D’août à décembre 2014, on comptait déjà 94 violations du cessez-le-feu par Israël. (94 Israeli Ceasefire Violations Since August, http://www.imemc.org/article/70072)
Comme l’analyse Noam Chomsky, Israël a l’habitude de promettre la levée du blocus de Gaza (voir en 2005, Accord sur la circulation et l’accès) et de ne jamais tenir parole : cela lui permet de gagner du temps et de poursuivre tranquillement sa politique coloniale. (N. CHOMSKY, Ceasefires in which violations never cease. What’s next for Israel, Hamas, Gaza ?, 09/09/2014)
Le problème réside dans l’inaction de l’Europe, des USA et des pays arabes : si toutes les « bonnes âmes » pleurent sur le désastre « made in » Israël dans la bande de Gaza, aucune sanction ni aucune pression sérieuse ne sont exercées pour y remédier.
L’Egypte et Gaza
Après un mois de respect de la trêve, des discussions devaient avoir lieu entre les négociateurs israéliens et palestiniens sur l’ouverture des points de passage aux biens et aux personnes, l’élargissement de la zone de pêche à 12 milles marins, la suppression de la zone tampon, la libération des prisonniers, la construction éventuelle d’un port et d’un aéroport et ce, sous le contrôle des forces de police de l’Autorité palestinienne (et non du Hamas donc). Théoriquement, l’Egypte, qui avait accueilli les pourparlers en vue d’un cessez-le-feu, devait organiser la réunion. Or il est évident, depuis la prise de pouvoir par Sissi, que l’Egypte procède elle aussi à un blocus de Gaza, accusant-sans preuve- le Hamas d’être à l’origine des troubles et des attentats dans le Sinaï. Dès lors, après une réunion en septembre destinée à établir un calendrier et après des incidents dans le Sinaï, l’Egypte a remis à une date ultérieure la poursuite des discussions. Rien n’a avancé depuis sauf que Netanyahou a déclaré que les discussions porteraient uniquement sur la sécurité et que l’Autorité palestinienne ne semble pas avoir fait pression pour finaliser l’accord de cessez-le-feu.

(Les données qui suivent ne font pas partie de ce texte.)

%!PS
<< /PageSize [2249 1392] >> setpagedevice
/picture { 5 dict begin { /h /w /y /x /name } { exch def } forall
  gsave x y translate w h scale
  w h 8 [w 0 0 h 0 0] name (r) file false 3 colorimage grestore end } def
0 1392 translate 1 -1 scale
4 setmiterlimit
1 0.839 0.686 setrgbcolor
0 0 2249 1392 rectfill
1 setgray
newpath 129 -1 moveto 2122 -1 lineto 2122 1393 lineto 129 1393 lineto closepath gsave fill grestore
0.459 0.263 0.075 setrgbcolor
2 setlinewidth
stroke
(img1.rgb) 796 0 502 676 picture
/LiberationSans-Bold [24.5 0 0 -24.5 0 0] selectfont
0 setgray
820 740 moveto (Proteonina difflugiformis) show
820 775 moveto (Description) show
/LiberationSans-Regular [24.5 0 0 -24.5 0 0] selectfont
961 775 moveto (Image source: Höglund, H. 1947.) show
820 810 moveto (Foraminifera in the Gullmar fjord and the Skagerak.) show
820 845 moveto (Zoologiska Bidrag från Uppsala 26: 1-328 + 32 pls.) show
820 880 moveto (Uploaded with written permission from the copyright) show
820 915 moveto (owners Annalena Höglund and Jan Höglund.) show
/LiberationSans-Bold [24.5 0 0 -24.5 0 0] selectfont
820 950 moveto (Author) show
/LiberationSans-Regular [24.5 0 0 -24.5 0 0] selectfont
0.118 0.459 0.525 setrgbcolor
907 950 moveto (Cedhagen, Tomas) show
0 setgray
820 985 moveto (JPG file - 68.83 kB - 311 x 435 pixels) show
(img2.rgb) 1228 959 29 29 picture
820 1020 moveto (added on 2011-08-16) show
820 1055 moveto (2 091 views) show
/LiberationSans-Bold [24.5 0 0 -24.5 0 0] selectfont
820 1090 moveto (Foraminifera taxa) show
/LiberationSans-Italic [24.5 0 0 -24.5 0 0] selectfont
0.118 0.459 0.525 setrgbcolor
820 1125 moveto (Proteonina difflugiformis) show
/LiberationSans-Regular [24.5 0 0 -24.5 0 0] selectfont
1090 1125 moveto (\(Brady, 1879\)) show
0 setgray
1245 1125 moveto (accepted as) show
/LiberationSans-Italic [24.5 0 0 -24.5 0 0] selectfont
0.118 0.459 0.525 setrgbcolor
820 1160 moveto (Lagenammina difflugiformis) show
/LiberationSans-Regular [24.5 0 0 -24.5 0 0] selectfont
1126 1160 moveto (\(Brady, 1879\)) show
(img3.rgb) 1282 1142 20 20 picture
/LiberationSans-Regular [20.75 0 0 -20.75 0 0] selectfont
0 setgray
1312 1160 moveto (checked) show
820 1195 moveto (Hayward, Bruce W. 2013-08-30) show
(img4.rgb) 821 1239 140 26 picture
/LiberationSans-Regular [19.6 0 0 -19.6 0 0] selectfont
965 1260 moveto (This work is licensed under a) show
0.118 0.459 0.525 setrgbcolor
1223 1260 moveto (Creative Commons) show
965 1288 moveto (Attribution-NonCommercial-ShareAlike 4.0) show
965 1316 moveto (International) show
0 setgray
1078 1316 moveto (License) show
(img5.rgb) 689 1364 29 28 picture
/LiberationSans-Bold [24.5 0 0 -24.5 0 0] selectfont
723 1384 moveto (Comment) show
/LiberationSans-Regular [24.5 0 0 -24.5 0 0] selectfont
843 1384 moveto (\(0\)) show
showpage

Mais l’Egypte ne se contente pas de traîner les pieds, elle prend des mesures concrètes conte la bande de Gaza et sa population. Tout d’abord, contrairement à ses promesses, la frontière avec Gaza (Rafah) est fermée de manière aléatoire et pour de longues périodes : ouverte 30 jours en septembre 2014, 19 jours en octobre, 3 jours en novembre, 4 jours en décembre. Sur toute l’année 2014, le passage a été fermé 207 jours. Vu la quasi-impossibilité de passer par Israël, des malades, des étudiants, des familles sont bloqués dans Gaza ou hors de Gaza, risquant leur santé et perdant parfois leur emploi ou leur bourse d’études.
Par ailleurs, le gouvernement de Sissi a décidé, à l’instar d’Israël, de détruire la partie égyptienne de Rafah pour créer une zone tampon qui aurait jusqu’à 6,4 km de profondeur. Cela signifie la destruction de milliers de maisons et l’évacuation de près de 75 000 habitants dont beaucoup sont des réfugiés palestiniens. (H. SALLON, L’armée égyptienne va raser Rafah pour isoler Gaza, Le Monde, 10/01/2015) Israël a dû donner son feu vert au déploiement de troupes dans le Sinaï et à la frontière si bien qu’en Egypte comme en Palestine, on parle de collusion entre les deux gouvernements.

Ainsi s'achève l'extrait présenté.